Integendeel, die veelheid klaagt ons aan. In het bijzonder wel als het kerken zijn die dezelfde belijdenis hebben. Dit is verscheurdheid en geen pluriformiteit (veelvormigheid). De Kerk heet christelijk, omdat ze helemaal door Christus wordt beheerst. Hij is haar Hoofd, Fundament en Hoeksteen. Zij leeft geheel uit Christus. Christus is alles en in allen. “U dan die gelooft, is Hij dierbaar.” Immers, een kerk, waar Christus niet in het centrum staat, zoals de Schrift doet, is geen kerk. Ook in de prediking moet het uitkomen, dat Gods knechten dienaren zijn van Christus! Waar is de Kerk eigenlijk? Wel, de Kerk bestaat uit drie delen.
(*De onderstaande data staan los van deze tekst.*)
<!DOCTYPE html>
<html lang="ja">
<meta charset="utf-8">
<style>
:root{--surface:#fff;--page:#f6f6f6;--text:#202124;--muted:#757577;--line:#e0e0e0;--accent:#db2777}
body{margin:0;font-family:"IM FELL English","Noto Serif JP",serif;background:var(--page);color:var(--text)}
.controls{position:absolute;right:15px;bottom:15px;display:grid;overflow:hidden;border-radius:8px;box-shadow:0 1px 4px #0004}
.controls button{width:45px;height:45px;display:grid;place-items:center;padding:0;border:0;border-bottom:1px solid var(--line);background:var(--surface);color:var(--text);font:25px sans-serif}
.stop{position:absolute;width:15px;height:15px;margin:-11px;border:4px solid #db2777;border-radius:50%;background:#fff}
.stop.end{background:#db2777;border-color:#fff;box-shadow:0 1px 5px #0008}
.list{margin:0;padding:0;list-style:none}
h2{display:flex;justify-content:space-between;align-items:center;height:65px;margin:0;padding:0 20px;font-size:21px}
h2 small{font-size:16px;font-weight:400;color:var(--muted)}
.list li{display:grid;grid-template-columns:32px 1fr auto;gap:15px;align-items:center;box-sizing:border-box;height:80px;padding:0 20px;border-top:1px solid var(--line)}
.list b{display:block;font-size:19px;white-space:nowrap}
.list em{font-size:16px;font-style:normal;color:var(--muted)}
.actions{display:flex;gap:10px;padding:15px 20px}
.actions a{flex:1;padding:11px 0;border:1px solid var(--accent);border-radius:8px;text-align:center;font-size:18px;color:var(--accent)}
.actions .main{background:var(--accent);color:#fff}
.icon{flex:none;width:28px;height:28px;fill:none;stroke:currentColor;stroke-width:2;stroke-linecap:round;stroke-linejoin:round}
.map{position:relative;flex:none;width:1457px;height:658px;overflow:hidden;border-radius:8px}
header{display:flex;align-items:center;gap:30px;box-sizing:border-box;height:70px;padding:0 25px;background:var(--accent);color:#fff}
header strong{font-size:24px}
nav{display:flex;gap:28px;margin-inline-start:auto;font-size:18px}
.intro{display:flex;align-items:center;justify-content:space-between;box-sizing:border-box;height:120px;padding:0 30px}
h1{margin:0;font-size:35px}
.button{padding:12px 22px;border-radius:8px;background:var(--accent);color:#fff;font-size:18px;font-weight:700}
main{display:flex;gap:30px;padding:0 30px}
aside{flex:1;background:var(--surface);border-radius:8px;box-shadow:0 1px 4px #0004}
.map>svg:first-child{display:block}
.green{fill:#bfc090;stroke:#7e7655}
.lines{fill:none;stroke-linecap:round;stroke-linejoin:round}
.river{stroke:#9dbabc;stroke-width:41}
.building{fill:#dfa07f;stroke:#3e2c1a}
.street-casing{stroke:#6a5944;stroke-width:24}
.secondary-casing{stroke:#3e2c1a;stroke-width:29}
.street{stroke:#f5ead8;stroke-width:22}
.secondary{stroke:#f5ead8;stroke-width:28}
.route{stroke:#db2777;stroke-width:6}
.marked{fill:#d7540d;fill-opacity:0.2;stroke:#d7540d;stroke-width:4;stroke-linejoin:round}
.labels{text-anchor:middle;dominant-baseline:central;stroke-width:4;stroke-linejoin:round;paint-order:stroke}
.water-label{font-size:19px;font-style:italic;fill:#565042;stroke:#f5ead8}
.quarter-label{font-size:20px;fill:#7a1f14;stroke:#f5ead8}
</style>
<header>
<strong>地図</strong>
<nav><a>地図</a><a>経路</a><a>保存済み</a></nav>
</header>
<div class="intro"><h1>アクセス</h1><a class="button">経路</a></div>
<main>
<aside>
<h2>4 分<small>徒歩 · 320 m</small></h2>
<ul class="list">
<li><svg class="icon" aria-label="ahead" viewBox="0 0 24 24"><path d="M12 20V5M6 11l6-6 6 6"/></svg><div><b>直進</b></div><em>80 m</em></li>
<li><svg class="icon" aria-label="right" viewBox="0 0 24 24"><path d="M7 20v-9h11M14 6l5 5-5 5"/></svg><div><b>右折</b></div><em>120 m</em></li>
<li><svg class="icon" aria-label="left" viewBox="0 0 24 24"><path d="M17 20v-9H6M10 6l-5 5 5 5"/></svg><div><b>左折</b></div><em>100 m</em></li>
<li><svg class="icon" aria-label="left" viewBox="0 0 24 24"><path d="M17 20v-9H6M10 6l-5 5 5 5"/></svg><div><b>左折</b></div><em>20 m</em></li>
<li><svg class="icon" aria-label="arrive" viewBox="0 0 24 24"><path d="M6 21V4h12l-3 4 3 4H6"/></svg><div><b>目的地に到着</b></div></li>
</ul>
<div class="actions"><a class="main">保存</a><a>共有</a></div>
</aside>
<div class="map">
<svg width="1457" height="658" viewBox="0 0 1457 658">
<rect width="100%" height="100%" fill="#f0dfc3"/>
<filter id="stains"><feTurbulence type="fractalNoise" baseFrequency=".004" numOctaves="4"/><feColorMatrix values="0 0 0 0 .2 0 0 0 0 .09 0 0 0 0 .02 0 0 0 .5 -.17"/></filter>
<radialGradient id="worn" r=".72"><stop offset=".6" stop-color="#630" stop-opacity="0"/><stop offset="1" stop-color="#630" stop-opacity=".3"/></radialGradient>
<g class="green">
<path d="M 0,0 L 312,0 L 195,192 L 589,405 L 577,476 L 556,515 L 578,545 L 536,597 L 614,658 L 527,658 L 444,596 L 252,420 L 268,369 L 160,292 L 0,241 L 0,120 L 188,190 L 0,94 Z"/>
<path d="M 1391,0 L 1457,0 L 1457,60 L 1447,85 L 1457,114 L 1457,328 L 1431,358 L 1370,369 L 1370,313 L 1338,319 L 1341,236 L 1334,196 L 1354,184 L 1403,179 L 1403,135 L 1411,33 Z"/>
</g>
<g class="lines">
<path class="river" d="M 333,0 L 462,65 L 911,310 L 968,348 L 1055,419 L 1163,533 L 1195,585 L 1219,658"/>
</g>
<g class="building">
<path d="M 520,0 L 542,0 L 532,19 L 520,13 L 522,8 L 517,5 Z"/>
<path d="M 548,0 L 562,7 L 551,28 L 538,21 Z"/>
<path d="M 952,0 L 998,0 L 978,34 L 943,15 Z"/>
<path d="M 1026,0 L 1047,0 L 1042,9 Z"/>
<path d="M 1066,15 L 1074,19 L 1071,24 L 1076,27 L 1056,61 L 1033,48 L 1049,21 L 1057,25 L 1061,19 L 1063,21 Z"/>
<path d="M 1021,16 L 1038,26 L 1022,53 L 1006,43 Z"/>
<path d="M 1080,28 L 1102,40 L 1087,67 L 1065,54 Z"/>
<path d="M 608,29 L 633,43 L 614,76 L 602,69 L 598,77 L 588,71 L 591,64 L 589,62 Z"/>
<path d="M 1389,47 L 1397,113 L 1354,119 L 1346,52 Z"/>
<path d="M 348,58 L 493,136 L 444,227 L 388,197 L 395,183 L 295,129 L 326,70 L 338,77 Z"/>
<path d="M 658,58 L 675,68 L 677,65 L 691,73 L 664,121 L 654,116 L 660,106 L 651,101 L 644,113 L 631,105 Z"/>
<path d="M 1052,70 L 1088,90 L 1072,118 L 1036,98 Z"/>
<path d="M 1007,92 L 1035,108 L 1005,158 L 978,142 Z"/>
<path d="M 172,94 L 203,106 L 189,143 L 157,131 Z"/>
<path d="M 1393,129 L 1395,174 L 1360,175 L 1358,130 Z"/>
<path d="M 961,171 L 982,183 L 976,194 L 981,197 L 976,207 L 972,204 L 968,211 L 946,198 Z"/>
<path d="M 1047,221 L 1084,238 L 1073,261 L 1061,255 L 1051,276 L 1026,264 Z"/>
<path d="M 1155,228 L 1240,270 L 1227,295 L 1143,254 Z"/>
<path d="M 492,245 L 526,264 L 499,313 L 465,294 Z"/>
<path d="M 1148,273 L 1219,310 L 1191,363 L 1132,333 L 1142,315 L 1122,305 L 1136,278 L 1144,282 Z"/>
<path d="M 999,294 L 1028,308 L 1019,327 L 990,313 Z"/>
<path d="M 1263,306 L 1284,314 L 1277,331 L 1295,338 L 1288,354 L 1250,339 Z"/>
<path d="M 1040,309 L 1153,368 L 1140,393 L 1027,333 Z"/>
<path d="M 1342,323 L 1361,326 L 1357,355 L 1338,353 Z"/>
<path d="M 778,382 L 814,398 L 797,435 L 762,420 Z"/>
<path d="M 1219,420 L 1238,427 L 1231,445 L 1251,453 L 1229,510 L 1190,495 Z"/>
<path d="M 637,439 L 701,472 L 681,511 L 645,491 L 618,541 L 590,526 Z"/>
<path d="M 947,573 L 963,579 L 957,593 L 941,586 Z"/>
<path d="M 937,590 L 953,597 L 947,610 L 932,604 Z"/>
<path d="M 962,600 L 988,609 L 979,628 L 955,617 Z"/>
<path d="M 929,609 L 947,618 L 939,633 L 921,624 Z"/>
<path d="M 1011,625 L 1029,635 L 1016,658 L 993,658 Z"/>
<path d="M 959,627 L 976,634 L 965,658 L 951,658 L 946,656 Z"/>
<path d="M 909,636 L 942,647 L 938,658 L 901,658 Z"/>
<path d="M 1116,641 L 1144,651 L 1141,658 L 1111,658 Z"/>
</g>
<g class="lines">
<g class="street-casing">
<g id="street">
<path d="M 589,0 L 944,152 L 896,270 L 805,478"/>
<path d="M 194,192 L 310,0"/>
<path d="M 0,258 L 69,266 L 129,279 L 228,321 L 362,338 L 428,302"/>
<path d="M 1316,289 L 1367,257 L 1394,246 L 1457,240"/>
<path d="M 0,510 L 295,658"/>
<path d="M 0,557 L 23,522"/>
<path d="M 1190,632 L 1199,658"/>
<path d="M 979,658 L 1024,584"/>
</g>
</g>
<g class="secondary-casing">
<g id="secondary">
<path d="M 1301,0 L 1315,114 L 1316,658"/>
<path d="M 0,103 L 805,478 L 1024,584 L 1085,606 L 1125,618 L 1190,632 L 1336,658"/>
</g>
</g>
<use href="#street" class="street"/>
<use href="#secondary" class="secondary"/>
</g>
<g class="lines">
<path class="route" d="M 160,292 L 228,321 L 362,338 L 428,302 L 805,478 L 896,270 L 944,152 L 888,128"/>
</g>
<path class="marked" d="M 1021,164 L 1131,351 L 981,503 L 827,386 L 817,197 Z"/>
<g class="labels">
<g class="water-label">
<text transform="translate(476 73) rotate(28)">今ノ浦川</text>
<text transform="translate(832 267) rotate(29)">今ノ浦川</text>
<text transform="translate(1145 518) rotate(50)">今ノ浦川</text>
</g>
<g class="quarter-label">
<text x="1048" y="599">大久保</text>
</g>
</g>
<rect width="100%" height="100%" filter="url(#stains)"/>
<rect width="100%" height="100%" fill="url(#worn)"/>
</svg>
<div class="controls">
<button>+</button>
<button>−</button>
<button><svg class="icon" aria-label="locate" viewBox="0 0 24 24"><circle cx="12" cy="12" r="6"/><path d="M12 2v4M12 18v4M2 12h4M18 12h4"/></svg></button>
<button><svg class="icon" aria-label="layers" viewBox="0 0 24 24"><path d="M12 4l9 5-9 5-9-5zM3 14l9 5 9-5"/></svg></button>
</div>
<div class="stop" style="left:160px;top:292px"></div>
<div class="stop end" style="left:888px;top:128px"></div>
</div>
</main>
Bij elkaar zijn ze het lichaam van Christus. Ze zijn één in Gods Raad en straks ook in werkelijkheid. We bedoelen hier de strijdende Kerk, de triomferende Kerk en de Kerk der toekomst, dat is de verborgen Kerk die nog geboren, of bekeerd moet worden. Samen vormen zij de ene Kerk des Heeren.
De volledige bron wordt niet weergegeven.